--- Work instruction ---
Below are entries; copy exactly the lines from the one with "as via points." through the one with "Please list the", both included, and leave out the rest.

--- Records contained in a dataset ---
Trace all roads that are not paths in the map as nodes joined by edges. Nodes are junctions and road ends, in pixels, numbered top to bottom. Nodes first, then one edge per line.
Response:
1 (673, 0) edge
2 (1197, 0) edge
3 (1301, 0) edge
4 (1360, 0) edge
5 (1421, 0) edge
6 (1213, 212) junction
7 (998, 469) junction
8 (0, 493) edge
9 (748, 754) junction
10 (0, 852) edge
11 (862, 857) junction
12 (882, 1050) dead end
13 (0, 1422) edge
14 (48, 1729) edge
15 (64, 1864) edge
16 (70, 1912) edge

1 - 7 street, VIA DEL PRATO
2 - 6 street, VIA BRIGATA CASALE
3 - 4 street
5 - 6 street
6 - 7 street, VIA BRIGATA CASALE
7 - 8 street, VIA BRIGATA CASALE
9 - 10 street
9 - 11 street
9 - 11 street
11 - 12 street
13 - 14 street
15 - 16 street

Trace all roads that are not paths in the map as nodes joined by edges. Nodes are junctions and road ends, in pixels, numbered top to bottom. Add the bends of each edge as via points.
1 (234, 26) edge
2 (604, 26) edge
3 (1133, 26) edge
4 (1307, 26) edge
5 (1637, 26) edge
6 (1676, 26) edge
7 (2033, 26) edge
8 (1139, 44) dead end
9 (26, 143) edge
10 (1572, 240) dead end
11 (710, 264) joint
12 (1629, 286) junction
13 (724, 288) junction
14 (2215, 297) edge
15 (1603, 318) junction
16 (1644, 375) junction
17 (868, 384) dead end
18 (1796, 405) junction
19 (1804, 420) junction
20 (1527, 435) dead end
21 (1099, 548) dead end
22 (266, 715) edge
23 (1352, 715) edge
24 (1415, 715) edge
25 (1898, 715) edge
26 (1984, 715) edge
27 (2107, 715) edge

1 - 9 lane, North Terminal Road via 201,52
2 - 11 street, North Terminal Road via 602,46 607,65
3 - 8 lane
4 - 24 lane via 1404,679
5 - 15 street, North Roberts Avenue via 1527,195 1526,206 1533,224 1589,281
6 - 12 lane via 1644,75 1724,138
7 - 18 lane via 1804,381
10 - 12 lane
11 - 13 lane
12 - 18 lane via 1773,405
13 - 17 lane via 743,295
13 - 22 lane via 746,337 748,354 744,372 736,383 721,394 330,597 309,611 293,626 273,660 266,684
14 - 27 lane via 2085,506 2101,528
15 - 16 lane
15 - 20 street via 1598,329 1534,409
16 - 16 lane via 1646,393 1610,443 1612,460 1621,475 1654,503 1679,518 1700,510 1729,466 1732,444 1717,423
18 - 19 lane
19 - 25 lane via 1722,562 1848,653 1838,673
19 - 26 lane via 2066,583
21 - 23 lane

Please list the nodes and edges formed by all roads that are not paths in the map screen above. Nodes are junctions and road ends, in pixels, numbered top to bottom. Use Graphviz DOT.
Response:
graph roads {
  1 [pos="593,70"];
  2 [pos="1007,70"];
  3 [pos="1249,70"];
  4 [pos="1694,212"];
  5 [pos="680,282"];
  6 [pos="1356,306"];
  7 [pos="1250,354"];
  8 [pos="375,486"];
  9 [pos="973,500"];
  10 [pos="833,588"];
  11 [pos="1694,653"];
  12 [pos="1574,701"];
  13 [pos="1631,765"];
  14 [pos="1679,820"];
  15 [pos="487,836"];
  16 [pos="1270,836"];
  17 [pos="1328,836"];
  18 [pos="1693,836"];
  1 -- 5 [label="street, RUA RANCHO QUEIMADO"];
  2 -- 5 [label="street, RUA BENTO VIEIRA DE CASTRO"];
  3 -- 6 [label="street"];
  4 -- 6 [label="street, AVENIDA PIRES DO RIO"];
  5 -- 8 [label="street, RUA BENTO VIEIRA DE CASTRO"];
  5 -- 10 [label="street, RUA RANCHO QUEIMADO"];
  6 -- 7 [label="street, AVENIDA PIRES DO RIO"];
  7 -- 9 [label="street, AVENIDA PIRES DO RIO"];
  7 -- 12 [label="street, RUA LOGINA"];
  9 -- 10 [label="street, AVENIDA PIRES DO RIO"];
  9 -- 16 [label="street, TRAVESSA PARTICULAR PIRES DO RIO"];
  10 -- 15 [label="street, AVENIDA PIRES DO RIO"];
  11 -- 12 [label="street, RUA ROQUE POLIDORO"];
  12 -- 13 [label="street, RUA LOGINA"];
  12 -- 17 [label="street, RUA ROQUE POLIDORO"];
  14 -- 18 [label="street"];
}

--- Exercise answer ---
Trace all roads that are not paths in the map as nodes joined by edges. Nodes are junctions and road ends, in pixels, numbered top to bottom. Add the bends of each edge as via points.
1 (234, 26) edge
2 (604, 26) edge
3 (1133, 26) edge
4 (1307, 26) edge
5 (1637, 26) edge
6 (1676, 26) edge
7 (2033, 26) edge
8 (1139, 44) dead end
9 (26, 143) edge
10 (1572, 240) dead end
11 (710, 264) joint
12 (1629, 286) junction
13 (724, 288) junction
14 (2215, 297) edge
15 (1603, 318) junction
16 (1644, 375) junction
17 (868, 384) dead end
18 (1796, 405) junction
19 (1804, 420) junction
20 (1527, 435) dead end
21 (1099, 548) dead end
22 (266, 715) edge
23 (1352, 715) edge
24 (1415, 715) edge
25 (1898, 715) edge
26 (1984, 715) edge
27 (2107, 715) edge

1 - 9 lane, North Terminal Road via 201,52
2 - 11 street, North Terminal Road via 602,46 607,65
3 - 8 lane
4 - 24 lane via 1404,679
5 - 15 street, North Roberts Avenue via 1527,195 1526,206 1533,224 1589,281
6 - 12 lane via 1644,75 1724,138
7 - 18 lane via 1804,381
10 - 12 lane
11 - 13 lane
12 - 18 lane via 1773,405
13 - 17 lane via 743,295
13 - 22 lane via 746,337 748,354 744,372 736,383 721,394 330,597 309,611 293,626 273,660 266,684
14 - 27 lane via 2085,506 2101,528
15 - 16 lane
15 - 20 street via 1598,329 1534,409
16 - 16 lane via 1646,393 1610,443 1612,460 1621,475 1654,503 1679,518 1700,510 1729,466 1732,444 1717,423
18 - 19 lane
19 - 25 lane via 1722,562 1848,653 1838,673
19 - 26 lane via 2066,583
21 - 23 lane

Please list the nodes and edges formed by all roads that are not paths in the map screen above. Nodes are junctions and road ends, in pixels, numbered top to bottom. Use Graphviz DOT.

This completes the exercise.